Records to use
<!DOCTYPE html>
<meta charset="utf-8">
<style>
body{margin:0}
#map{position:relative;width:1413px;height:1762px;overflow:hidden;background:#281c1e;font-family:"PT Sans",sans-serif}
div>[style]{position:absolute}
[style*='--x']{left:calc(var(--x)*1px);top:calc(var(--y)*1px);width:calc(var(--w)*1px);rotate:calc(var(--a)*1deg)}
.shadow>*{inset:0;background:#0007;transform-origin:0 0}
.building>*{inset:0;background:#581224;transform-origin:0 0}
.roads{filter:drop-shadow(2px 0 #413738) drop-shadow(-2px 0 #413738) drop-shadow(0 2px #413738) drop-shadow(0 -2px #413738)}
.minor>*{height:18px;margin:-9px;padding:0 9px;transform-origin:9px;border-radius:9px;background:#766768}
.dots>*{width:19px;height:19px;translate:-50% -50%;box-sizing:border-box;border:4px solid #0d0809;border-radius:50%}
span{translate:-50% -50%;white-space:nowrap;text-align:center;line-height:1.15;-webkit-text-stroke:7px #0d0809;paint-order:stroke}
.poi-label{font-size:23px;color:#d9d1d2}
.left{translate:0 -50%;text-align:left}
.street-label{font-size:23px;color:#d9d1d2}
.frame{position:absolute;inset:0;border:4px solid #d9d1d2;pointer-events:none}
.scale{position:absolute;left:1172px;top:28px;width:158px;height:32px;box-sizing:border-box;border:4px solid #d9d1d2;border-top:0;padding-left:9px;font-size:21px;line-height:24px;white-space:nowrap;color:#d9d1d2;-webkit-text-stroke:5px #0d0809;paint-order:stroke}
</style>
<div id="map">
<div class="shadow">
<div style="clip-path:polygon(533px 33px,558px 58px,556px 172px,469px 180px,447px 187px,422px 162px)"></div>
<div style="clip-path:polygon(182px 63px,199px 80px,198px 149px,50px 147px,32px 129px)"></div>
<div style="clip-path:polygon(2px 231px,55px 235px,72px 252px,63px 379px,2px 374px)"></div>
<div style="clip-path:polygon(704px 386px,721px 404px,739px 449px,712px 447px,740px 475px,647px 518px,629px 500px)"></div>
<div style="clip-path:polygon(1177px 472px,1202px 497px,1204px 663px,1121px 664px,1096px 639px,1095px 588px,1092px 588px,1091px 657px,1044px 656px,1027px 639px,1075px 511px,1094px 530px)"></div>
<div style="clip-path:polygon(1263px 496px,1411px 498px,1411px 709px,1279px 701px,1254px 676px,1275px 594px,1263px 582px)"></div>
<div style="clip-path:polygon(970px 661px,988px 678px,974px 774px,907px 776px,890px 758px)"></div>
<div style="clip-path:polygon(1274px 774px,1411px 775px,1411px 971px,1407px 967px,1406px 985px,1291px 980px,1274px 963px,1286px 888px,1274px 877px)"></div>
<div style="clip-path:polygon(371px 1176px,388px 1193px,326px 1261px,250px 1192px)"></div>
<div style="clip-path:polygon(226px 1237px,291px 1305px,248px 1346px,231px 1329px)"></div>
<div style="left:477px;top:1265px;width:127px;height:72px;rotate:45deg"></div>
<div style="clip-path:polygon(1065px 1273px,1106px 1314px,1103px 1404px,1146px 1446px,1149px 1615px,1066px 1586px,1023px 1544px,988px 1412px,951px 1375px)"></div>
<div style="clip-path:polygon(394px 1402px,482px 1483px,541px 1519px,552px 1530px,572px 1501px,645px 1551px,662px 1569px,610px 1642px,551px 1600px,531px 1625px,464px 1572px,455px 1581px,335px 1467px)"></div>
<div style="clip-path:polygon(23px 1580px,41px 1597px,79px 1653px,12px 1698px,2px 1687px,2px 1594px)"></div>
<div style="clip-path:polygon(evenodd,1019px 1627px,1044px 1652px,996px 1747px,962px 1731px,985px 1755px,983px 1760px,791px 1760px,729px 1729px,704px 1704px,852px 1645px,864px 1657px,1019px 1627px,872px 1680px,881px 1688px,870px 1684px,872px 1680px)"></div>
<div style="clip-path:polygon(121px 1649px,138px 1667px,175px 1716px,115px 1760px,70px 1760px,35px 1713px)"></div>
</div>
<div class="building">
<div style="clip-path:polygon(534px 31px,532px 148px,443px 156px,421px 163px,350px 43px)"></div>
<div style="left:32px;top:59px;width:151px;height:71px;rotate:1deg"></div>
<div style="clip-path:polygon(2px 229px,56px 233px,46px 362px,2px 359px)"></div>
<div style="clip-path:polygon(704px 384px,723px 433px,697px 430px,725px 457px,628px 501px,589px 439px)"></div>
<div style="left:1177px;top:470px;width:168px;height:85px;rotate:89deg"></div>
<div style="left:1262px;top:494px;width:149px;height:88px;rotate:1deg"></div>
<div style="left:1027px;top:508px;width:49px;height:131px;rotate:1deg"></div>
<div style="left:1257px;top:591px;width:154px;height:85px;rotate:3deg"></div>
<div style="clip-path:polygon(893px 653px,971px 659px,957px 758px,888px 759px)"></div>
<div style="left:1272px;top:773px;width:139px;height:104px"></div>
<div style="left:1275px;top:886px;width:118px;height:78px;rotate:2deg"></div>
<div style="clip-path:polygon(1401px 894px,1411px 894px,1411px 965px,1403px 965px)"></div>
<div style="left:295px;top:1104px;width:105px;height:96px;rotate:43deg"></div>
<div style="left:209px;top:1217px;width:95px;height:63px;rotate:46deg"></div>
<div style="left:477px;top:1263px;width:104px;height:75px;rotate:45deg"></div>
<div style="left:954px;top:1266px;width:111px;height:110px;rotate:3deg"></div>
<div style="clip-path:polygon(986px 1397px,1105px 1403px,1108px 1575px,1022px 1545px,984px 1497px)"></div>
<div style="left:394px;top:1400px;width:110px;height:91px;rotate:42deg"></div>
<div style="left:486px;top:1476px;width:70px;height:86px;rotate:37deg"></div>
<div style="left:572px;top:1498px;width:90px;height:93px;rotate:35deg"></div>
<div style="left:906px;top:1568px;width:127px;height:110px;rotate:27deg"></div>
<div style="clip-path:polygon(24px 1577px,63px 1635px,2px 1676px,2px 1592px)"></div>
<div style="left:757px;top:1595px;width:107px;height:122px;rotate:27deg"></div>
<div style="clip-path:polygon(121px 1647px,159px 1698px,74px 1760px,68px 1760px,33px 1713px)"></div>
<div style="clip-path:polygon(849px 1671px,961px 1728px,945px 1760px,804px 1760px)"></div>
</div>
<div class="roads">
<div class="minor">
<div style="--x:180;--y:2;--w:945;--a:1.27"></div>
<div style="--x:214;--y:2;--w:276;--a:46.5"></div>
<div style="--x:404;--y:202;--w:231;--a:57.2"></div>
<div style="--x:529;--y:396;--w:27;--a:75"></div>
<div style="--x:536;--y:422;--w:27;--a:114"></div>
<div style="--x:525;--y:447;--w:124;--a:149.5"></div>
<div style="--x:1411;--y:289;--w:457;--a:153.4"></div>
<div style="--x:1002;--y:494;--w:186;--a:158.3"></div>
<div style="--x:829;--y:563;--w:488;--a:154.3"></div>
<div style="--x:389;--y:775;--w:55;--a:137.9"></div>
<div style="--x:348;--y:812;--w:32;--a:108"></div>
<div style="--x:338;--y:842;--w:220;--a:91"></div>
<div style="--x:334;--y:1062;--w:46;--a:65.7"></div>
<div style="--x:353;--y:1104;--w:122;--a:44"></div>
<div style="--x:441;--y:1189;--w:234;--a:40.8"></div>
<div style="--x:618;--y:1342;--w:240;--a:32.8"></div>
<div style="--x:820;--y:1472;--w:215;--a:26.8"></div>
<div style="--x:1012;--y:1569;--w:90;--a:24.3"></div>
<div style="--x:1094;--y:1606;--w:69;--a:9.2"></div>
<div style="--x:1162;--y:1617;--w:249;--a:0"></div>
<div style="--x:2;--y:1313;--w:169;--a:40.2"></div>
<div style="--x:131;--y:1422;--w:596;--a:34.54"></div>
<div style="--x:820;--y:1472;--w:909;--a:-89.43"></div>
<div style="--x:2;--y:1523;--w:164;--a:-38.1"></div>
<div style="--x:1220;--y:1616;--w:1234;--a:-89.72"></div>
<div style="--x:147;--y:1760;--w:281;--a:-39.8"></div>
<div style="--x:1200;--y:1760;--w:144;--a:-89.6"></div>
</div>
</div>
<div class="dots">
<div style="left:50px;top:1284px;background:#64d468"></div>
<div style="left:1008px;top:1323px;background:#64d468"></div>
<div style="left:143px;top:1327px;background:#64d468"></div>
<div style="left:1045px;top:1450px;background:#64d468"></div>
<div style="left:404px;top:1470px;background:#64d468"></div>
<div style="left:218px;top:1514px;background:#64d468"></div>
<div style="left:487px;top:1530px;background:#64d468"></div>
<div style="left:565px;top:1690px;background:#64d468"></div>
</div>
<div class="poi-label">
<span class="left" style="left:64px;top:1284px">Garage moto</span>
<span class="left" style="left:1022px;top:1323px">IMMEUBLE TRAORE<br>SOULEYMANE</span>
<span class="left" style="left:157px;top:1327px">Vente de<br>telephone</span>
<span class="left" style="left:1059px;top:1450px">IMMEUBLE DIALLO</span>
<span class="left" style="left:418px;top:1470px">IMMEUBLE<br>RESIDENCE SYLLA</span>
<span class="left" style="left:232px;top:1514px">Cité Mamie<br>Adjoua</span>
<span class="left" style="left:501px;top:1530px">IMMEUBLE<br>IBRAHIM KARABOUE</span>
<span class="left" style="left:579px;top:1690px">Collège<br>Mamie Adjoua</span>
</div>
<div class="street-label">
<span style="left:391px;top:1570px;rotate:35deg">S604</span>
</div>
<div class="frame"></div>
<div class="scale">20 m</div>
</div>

What to do
Retype the listing from its first line onward, stopping after the line that contains "0 #413738) drop-shadow(-2px" has been retyped in full.

Response for this exercise
<!DOCTYPE html>
<meta charset="utf-8">
<style>
body{margin:0}
#map{position:relative;width:1413px;height:1762px;overflow:hidden;background:#281c1e;font-family:"PT Sans",sans-serif}
div>[style]{position:absolute}
[style*='--x']{left:calc(var(--x)*1px);top:calc(var(--y)*1px);width:calc(var(--w)*1px);rotate:calc(var(--a)*1deg)}
.shadow>*{inset:0;background:#0007;transform-origin:0 0}
.building>*{inset:0;background:#581224;transform-origin:0 0}
.roads{filter:drop-shadow(2px 0 #413738) drop-shadow(-2px 0 #413738) drop-shadow(0 2px #413738) drop-shadow(0 -2px #413738)}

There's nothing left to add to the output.